This was of course, the state government of California and not in Australia. From Evan Halper in the LA Times:

Beverage makers admit they aren't paying the new taxes. They say they don't have to because they have reformulated the drinks -- more than 6,000 varieties -- to transform them into simple beers by limiting the amount of distilled spirits they contain.

They won't explain how. The formulas, they say, are trade secrets. And beverage-industry officials and federal regulators say there are no tests to determine how much distilled spirits the drinks contain.

Australia is not the first state to attempt to selectively tax a drink because it targets people with an indiscriminate preference for downing pints of alcoholic corn syrup, and nor is it the first state to fail at doing so. I'm still not sure whether there is any comfort in that or not. Binge drinking progresses unaffected.

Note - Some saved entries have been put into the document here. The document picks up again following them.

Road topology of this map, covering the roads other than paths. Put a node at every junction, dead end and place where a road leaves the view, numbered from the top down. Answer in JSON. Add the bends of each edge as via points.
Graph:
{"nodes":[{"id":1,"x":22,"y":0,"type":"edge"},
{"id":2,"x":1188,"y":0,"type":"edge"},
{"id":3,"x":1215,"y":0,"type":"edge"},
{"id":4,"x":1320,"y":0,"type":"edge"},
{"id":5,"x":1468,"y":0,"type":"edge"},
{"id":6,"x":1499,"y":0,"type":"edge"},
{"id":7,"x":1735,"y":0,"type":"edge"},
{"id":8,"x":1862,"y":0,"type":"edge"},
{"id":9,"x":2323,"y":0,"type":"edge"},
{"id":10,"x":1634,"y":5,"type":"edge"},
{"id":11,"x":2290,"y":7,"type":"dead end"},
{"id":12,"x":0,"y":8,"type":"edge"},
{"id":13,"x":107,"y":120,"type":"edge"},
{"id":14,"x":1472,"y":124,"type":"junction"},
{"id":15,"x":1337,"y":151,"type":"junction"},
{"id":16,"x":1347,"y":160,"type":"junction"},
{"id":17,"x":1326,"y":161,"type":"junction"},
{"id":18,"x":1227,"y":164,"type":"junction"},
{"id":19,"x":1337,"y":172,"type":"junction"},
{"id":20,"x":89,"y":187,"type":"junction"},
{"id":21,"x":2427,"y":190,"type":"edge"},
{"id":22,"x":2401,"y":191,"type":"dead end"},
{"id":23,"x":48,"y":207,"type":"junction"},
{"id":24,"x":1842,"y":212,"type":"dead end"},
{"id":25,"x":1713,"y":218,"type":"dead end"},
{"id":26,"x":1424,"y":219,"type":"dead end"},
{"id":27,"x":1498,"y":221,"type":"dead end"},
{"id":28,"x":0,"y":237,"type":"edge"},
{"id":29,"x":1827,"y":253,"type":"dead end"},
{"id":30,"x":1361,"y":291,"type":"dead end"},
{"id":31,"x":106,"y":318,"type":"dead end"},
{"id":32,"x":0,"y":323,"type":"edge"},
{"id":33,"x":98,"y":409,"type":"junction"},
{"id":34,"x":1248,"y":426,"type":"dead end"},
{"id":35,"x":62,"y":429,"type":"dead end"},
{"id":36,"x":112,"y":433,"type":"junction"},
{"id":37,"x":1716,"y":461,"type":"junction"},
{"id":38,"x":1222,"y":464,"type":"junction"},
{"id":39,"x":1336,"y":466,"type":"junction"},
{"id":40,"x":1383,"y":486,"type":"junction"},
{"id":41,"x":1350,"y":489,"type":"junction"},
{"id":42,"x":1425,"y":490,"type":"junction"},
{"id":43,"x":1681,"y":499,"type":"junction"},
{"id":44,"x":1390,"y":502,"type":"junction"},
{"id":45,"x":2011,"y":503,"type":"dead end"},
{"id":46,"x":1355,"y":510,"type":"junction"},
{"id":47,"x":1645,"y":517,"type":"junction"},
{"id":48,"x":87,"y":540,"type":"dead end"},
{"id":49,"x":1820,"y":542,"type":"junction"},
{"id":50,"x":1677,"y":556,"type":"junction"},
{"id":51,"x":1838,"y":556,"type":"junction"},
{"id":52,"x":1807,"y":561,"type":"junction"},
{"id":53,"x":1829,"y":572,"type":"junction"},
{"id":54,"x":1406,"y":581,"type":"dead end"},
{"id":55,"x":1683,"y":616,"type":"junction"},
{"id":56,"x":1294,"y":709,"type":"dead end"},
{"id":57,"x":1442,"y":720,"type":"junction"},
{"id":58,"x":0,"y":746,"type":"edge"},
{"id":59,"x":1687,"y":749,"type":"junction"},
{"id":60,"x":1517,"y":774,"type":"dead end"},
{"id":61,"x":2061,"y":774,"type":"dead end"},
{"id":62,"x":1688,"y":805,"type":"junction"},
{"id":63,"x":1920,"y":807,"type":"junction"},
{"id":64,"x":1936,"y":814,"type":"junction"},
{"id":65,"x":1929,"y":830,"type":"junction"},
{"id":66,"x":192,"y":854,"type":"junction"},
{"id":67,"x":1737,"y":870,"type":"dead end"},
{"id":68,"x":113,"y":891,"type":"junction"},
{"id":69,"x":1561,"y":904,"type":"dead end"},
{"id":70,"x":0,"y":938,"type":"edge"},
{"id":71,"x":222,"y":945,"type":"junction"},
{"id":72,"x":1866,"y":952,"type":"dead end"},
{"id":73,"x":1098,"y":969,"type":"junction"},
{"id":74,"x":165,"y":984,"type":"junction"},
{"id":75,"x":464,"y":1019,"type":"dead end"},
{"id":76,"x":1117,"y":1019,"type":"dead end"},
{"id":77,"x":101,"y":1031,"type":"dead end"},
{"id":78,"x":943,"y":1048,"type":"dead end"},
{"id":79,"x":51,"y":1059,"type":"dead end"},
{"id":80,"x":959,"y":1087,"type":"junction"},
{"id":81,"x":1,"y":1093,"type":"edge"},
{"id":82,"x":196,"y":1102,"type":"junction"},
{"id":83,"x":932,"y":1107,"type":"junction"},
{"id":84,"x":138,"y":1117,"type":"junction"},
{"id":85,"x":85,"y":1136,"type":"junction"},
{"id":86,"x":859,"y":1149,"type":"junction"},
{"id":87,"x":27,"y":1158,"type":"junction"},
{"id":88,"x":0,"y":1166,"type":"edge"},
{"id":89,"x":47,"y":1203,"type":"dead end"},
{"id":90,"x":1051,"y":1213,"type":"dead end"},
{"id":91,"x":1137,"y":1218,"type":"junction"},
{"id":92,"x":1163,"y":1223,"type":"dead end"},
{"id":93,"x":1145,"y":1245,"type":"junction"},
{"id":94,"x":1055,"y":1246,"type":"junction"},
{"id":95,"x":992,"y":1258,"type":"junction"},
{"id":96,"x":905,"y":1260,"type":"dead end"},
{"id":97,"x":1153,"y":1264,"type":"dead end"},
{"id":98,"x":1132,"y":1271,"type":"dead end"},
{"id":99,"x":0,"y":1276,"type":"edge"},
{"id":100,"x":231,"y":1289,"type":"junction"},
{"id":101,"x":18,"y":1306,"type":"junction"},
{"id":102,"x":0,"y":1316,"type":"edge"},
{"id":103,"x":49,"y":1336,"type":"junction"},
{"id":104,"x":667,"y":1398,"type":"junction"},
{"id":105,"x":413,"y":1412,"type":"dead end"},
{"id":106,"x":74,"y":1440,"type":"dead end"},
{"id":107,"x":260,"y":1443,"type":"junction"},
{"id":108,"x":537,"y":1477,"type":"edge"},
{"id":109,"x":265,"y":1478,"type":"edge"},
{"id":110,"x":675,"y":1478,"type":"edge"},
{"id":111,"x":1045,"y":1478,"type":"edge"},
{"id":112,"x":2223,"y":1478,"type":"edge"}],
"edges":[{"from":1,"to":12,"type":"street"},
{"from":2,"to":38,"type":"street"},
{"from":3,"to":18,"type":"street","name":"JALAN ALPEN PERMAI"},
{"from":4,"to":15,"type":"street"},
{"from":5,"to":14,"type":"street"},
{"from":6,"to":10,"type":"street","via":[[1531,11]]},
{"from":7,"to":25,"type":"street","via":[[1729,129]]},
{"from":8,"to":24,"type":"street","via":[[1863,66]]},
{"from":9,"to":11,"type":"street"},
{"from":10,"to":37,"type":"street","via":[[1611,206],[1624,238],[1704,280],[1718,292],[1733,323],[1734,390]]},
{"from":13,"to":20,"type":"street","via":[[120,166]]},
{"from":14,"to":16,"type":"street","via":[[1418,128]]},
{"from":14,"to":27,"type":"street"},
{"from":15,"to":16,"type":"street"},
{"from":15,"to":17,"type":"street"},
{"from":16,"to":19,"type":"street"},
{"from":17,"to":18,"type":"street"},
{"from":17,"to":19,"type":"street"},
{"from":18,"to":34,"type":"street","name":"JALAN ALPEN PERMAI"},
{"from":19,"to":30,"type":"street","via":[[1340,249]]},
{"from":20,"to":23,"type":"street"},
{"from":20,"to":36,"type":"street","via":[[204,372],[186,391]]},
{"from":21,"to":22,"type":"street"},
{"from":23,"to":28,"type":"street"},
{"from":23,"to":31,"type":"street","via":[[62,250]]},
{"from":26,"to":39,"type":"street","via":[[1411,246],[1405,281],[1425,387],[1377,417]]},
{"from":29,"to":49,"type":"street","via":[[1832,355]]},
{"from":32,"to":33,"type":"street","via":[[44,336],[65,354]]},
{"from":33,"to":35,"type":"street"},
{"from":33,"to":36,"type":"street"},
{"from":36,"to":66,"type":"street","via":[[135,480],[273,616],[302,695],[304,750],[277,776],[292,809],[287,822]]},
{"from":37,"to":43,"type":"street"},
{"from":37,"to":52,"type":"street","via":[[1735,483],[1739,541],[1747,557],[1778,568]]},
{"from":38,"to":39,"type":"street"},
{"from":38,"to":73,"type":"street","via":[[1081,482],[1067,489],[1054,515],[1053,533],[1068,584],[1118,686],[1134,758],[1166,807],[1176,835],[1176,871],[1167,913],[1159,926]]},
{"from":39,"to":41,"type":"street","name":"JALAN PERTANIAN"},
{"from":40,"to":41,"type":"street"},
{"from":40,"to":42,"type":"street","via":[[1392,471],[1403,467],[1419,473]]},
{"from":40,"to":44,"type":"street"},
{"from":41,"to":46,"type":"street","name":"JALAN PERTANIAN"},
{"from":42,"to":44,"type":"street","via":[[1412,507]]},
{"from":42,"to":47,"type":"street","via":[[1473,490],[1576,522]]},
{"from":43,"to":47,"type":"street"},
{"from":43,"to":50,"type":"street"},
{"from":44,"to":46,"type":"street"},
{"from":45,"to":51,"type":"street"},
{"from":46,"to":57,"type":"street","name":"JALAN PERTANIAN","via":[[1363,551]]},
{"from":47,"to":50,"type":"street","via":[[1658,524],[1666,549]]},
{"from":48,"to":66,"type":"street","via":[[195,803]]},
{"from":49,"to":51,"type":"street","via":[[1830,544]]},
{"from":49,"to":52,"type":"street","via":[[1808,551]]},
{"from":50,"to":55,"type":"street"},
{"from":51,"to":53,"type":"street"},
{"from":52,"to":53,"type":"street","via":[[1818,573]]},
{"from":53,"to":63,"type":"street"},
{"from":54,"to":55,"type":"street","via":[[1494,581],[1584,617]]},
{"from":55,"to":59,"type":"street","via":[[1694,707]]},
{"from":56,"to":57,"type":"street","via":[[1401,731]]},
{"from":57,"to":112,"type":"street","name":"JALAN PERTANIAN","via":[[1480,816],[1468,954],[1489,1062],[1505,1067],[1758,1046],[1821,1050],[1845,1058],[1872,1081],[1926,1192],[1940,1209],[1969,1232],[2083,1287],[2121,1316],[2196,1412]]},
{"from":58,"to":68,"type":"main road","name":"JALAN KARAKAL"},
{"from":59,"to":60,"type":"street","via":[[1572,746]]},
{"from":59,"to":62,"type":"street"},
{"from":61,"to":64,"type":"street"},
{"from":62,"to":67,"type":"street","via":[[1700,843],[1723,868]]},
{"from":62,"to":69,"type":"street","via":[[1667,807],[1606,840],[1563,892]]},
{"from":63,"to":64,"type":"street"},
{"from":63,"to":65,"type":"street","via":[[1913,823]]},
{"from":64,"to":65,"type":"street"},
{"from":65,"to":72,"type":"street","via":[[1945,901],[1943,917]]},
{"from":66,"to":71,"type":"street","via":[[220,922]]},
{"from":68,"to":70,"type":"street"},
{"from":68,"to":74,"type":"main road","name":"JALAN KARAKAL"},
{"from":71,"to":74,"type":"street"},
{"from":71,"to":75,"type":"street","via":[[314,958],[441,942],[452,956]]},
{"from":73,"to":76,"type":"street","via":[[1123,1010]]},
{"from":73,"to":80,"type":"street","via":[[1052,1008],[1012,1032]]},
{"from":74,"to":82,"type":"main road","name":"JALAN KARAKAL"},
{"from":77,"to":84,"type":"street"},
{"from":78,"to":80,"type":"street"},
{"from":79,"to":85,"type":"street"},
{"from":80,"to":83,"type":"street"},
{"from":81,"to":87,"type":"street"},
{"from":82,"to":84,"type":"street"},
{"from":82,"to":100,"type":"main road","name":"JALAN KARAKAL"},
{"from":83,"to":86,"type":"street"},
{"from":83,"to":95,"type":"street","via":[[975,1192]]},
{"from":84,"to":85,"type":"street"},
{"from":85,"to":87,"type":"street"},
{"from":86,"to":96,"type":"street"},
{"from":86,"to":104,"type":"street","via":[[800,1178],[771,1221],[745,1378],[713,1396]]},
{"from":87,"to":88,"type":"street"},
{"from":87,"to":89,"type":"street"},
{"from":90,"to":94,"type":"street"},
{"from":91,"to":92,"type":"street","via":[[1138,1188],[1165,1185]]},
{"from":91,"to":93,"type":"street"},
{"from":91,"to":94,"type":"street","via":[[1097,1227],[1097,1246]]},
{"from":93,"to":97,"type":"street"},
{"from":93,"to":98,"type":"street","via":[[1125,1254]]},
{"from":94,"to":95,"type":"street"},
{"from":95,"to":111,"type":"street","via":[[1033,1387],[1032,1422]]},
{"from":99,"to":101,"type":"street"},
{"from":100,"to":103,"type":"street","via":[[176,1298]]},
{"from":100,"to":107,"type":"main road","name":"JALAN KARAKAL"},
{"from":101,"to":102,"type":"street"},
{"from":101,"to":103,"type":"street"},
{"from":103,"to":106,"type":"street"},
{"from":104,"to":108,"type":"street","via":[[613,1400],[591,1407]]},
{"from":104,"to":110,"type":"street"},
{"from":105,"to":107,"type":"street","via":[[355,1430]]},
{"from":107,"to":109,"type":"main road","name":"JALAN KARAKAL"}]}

The uninviting option for governments is to redefine what counts as beer so that industrial breweries can no longer seek out ways to apply brewing creativity to excise law. It is difficult to define what exactly makes up an alcopop.

Defining alcopops by the process used to make them does not to work because they can share the process with any other alcoholic beverage: wine, beer or hard liquor. To make your average alcopop, all which is required is alcohol, sugar and flavouring; and each of these elements can be sourced from anywhere and mixed by any means available. Once you ban the use of distilled spirits in mixers, manufacturers switch to wine or beer, heavily processed to remove their flavour, as happened in the US.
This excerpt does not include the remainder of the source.